*** Opening DATA FOR THIS EXERCISE ***
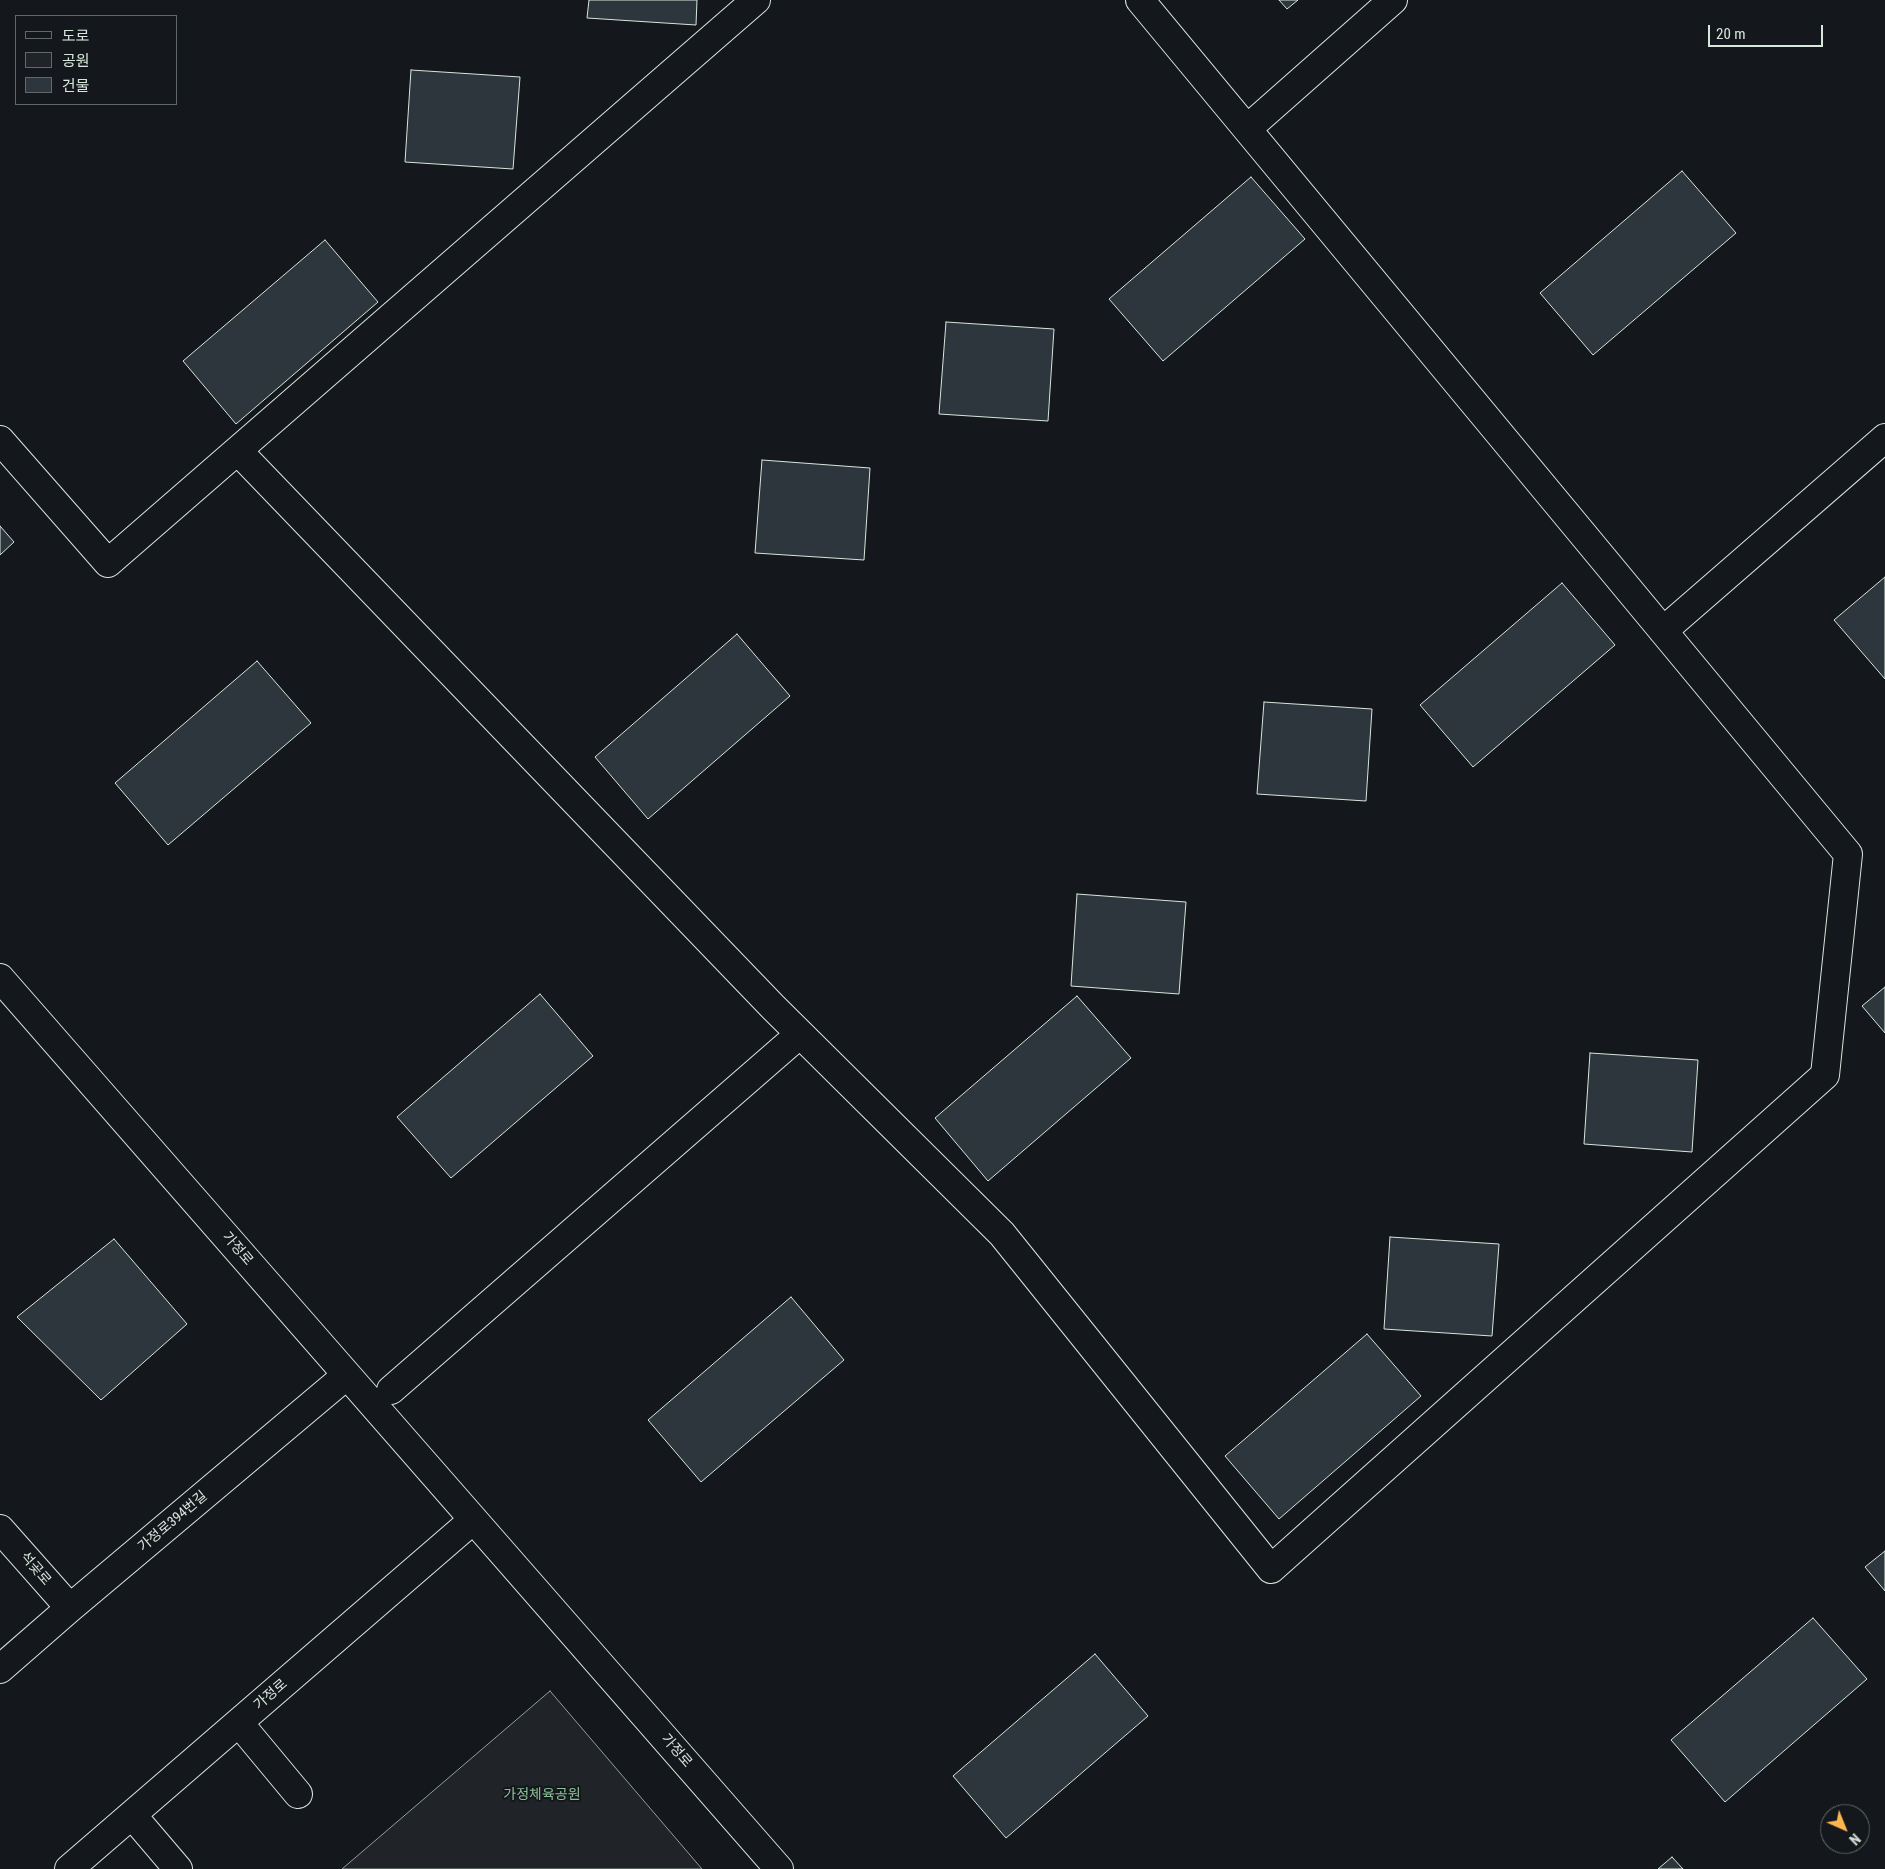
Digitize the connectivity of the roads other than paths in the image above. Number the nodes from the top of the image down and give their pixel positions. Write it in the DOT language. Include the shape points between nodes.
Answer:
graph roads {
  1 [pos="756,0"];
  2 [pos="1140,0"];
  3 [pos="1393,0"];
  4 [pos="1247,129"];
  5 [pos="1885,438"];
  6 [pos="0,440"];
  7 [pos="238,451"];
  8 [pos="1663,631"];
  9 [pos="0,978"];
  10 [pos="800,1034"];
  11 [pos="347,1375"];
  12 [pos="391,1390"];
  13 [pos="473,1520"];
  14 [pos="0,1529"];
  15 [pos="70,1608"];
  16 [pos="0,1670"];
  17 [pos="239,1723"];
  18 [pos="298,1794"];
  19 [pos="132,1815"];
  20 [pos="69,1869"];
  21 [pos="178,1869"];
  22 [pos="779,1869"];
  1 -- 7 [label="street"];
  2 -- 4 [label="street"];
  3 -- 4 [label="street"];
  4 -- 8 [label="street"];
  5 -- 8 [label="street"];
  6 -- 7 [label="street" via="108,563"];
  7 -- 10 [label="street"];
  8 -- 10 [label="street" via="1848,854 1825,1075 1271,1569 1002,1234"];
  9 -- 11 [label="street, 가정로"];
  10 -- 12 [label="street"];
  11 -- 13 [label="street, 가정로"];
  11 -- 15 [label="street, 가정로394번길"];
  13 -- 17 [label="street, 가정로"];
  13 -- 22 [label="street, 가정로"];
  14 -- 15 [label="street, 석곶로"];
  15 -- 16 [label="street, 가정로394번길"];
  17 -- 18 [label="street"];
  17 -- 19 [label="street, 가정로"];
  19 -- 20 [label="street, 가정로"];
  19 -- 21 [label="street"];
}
*** Closing DATA FOR THIS EXERCISE ***
*** Opening DATA FOR THIS EXERCISE ***
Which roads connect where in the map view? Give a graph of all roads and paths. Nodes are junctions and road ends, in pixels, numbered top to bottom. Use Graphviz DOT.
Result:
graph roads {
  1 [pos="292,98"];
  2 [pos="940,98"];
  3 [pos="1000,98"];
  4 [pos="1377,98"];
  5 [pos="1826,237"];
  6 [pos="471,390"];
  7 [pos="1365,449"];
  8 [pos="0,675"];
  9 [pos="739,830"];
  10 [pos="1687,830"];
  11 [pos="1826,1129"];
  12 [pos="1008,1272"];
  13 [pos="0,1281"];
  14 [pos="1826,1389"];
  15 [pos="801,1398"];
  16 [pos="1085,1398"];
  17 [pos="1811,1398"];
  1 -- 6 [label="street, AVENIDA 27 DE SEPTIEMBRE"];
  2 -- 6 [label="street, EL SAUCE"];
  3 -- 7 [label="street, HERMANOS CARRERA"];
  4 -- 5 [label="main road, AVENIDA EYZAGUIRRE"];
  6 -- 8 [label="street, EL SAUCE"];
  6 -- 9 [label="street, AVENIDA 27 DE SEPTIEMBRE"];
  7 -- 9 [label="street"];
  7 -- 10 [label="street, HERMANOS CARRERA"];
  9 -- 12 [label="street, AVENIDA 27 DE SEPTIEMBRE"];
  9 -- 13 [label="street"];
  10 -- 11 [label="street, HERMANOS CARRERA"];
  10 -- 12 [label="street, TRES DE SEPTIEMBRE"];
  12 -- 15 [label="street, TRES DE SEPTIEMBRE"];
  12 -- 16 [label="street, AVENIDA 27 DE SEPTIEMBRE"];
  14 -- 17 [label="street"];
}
*** Closing DATA FOR THIS EXERCISE ***
* WHAT THE TASK ASKS *
Report all lines above with "TRES".

* RESPONSE TO THE TASK *
  10 -- 12 [label="street, TRES DE SEPTIEMBRE"];
  12 -- 15 [label="street, TRES DE SEPTIEMBRE"];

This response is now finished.